An item number, and wedding song aside from being a filmi number "Tooh" features an array of wedding song "paraphernalia" including brass synthesizer and dhol.

== Music video ==
The video was directed by the director of the film, Punit Malhotra. The costumes and choreography were done by Manish Malhotra and Remo D'Souza, respectively. It features Kareena Kapoor wearing the most elaborate of her six costumes for the film.

The video— begins with a group of Indian outfit (mostly sarees) wearing females dancing, a man wearing a turban standing between them. Kapoor appears in a huge hall prepared for hosting a Punjabi wedding; a sangeet (a type of bridal shower in north Indian wedding rituals). She along with women of different ages wearing sarees or lehngas dance on a stage. In front of the stage are several middle-aged men (wearing white Kurtas) dancing. Imran Khan appears, wearing a black kurta watching the girls on stage. The baraat then arrives at a well-lit and decorated bungalow; the bridegroom rides a horse (a custom of traditional north-western Indian weddings) and dancers in front of the procession in an alley leading to the bungalow with Khan, wearing a tuxedo, joining them. After the dancing, the video concludes as the duo embrace.

== Release and reception ==
The single was released on digital music platform ITunes on 12 October 2013, followed by a radio-release on 16 October 2013. It is the second item number featuring Kareena Kapoor; the first being "Fevicol Se" from the 2012 film Dabangg 2.

=== Reception ===
Upon release, "Tooh" received mixed reviews. Its lyrics were criticised for being objectionable; mediocre and unoriginal, along with the frequent use of the word "Tooh"— but was noted for its ecstatic and groovy nature.

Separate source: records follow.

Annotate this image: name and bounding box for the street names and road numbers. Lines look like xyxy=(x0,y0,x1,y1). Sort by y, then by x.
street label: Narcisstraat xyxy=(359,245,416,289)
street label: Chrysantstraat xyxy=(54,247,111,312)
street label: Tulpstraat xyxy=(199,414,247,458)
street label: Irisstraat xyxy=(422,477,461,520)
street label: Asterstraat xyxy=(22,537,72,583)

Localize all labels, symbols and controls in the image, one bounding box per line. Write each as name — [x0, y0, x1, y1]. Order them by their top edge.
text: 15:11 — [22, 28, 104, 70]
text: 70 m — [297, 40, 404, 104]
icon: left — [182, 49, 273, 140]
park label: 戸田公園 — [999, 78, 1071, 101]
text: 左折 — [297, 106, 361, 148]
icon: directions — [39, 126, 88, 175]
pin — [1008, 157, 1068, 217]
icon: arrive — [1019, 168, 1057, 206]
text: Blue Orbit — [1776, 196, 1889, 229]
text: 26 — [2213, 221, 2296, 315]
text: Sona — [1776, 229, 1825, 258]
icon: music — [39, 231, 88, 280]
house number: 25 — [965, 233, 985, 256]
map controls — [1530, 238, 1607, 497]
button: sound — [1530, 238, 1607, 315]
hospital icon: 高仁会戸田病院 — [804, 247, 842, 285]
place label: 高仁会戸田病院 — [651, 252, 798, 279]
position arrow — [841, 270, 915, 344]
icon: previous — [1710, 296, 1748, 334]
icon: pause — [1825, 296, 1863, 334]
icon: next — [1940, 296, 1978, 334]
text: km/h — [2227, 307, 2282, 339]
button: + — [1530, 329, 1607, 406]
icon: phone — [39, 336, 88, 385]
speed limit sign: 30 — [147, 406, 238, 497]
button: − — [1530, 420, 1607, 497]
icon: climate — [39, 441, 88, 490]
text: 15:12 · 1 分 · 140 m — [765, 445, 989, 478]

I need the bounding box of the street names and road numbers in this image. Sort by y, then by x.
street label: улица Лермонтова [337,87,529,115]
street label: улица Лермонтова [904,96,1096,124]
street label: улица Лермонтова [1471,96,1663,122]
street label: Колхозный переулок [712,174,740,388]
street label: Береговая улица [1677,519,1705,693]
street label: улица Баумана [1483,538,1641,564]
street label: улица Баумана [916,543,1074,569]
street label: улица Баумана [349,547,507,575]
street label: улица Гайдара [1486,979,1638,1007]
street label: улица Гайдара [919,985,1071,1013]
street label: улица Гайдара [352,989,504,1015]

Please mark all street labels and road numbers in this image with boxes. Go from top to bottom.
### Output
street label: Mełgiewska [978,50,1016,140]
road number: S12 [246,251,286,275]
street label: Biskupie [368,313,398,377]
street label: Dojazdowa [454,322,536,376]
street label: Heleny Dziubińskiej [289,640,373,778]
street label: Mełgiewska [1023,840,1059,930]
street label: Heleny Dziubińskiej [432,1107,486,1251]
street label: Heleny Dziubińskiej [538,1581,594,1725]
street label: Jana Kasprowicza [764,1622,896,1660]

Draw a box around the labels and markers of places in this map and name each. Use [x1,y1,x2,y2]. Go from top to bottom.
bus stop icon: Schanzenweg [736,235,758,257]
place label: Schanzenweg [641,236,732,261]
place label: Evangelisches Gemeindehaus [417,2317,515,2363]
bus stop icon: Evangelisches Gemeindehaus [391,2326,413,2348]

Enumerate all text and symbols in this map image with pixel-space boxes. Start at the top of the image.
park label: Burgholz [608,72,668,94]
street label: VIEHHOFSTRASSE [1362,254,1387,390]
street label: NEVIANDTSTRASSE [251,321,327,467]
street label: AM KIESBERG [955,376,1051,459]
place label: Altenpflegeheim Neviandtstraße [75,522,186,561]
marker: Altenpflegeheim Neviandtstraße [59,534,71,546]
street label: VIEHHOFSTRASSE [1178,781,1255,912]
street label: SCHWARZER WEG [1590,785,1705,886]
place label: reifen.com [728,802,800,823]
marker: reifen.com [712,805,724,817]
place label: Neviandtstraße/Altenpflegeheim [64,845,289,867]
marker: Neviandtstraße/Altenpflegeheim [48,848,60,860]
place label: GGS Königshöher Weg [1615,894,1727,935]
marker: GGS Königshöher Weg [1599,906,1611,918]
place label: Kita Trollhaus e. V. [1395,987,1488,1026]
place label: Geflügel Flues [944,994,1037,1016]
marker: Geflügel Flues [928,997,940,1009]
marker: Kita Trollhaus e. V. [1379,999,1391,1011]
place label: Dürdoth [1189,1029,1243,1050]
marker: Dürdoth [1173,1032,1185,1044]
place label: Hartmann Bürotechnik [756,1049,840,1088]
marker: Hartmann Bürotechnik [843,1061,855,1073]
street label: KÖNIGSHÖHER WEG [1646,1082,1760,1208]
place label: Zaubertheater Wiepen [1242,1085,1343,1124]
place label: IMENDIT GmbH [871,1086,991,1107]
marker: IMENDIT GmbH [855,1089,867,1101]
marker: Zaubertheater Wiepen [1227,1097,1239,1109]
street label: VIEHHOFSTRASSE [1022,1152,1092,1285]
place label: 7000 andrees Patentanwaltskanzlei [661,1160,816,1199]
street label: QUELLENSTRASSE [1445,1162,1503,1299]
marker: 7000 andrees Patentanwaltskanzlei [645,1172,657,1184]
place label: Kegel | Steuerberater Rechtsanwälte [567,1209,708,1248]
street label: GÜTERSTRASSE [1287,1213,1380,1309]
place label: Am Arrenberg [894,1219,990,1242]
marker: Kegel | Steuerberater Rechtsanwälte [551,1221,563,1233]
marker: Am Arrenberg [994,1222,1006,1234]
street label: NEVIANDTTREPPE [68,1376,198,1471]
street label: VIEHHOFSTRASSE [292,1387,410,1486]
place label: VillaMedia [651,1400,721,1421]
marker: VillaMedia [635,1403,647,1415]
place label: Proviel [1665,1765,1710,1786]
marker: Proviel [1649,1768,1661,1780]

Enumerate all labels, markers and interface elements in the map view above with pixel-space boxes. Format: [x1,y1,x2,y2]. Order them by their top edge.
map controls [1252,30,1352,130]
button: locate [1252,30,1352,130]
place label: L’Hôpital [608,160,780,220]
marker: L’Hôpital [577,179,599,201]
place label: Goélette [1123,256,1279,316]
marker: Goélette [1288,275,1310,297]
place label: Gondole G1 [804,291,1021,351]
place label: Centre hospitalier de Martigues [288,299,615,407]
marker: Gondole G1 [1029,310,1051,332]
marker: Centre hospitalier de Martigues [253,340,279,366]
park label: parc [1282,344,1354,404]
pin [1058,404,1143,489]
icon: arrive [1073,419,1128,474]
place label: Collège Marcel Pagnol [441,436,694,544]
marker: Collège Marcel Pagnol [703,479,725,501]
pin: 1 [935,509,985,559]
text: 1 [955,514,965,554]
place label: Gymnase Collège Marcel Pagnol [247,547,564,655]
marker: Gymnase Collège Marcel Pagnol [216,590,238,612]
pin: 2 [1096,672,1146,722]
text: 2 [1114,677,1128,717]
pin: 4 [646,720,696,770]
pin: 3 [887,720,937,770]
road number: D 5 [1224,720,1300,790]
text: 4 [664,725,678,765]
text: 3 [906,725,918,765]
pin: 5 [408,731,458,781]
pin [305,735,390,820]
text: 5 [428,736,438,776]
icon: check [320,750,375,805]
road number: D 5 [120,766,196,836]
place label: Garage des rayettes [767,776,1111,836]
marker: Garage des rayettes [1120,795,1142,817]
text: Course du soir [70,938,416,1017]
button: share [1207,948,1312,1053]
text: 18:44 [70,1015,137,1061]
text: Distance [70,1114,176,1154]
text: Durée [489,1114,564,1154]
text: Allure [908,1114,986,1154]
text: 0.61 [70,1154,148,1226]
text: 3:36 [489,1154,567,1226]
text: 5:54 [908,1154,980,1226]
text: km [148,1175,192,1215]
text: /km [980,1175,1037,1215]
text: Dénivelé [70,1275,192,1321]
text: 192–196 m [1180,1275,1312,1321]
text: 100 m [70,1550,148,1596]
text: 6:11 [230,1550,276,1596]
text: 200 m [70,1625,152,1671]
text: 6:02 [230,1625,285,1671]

The dance steps from the song's music video caught on with revellers adding to the popularity of the single.

The song's lyrics include multiple instances of the word "Tooh"—Punjabi for "buttocks", which became controversial in India. The Central Board of Film Certification faced criticism for passing the song without objection, even though it included profanity. Shekhar Ravjiani, one of the song's composers, defended the song, refuting claims that the song is obscene.

The lyrics have also been criticised for their lack of poetry, which was the mainstay of songs in Bollywood classics like Pyaasa and Sujata. Lyricist Kausar Munir blames the attention span of the listeners and the commercial aspect of the films for the rude and offensive lyrics of modern songs; including those of "Tooh".

Despite criticism, the song received audiences appreciation; secured high positions in music charts. It reached second position in The Times of India Radio Mirchi Top 20 chart (Note: The chart is the collaborative effort of The Times of India and Radio Mirchi.) and ninth position in the BBC Asian Network chart, with a run of 11 weeks in the former and eight weeks in the latter.